The empirical evidence points squarely to the strong
and still pervasive persistence of social discrimination
(which can be related to, but is not the same as, economic
disparity) in India. So extensive is this, that few
would deny the reality of continued discrimination and
exclusion. It is also widely accepted across the world
that diversity makes educational institutions not only
more interesting, but intellectually richer, more effective
and therefore of better quality overall. So the debate
is really about the precise form that affirmative action
should take.
The most common criticism of a reservation policy is
that it militates against the promotion of merit. It
is worth considering this in more detail. There is no
question that there is huge excess demand for higher
education in India, and quality education is extremely
under-provided. Therefore, there is severe rationing
in operation for places, especially in the best institutions.

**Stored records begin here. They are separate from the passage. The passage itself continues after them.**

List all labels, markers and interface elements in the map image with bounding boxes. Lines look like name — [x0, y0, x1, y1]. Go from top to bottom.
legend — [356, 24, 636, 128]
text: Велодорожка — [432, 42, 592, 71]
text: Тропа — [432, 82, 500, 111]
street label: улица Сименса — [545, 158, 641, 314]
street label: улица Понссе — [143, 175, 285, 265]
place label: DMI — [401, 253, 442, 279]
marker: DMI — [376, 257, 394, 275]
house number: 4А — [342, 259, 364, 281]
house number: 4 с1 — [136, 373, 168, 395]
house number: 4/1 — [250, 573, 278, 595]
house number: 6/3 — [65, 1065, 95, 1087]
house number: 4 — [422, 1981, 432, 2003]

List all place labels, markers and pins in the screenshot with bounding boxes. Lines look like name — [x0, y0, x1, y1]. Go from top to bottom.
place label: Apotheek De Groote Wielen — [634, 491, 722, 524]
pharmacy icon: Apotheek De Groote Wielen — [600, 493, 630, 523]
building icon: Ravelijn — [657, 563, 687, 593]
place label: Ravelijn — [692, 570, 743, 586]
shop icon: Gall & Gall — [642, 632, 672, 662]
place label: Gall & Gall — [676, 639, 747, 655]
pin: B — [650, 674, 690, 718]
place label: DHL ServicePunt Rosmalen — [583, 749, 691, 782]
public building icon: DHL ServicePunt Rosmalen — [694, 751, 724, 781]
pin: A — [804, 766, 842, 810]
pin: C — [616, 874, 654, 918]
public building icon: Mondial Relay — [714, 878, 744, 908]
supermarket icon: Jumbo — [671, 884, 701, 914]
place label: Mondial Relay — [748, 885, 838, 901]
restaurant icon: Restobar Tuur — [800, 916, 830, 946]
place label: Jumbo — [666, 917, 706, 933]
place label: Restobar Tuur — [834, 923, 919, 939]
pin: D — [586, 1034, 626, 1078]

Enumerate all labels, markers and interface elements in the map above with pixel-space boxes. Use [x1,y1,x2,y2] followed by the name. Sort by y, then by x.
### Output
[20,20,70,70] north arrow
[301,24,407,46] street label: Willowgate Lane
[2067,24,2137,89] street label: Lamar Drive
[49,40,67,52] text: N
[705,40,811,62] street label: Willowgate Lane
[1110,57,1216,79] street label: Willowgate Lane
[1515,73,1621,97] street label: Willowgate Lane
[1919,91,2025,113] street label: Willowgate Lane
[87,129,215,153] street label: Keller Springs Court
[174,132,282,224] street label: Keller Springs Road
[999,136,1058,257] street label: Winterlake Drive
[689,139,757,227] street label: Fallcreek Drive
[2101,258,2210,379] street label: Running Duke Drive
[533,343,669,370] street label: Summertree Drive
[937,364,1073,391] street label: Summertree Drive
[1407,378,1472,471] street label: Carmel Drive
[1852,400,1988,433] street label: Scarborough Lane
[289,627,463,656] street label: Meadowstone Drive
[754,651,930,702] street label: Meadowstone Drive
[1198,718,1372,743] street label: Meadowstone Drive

The question is therefore not one of whether we should
have rationing or not, but, which form of rationing
would be best in the prevailing social circumstances.
It is currently believed that the current system is
based on ''merit'', that is, ranking of performance in
all-India entrance examinations or similar such criteria.
Yet any teacher or administrator at some of these top
institutions (such as IITs or IIMs) will agree that
there are typically several hundred candidates of equally
good quality at the top, and they are able to admit
only a small fraction of them, so that there is a large
element of luck and randomness in the process of selection.
It is also well known, incidentally, that these entrance
tests typically test not intelligence or ability in
the subject per se, but a certain aptitude for answering
such tests, which itself is a skill that can be learnt,
and for which there now exist training institutes all
over the country. Such training in turn costs time and
money, which effectively excludes most potential candidates.
What is notable in this apparently ''socially neutral''
process, however, is that still in India, our institutions
of higher learning are dominated by students from upper
castes traditionally associated with more education.
This points to an undercurrent of discrimination running
through the system, such that the student population
in higher education is far too socially homogenous,
generally representing social groups that make up about
20 per cent of the population as a whole.
If we accept that intelligence and talent are not the
monopoly of any particular social group but are normally
distributed across society, then this means that the
current system is being inefficient since it is effectively
picking up candidates from only a small section of society
instead of the whole population. It is elementary logic
that this would give sub-optimal results for society.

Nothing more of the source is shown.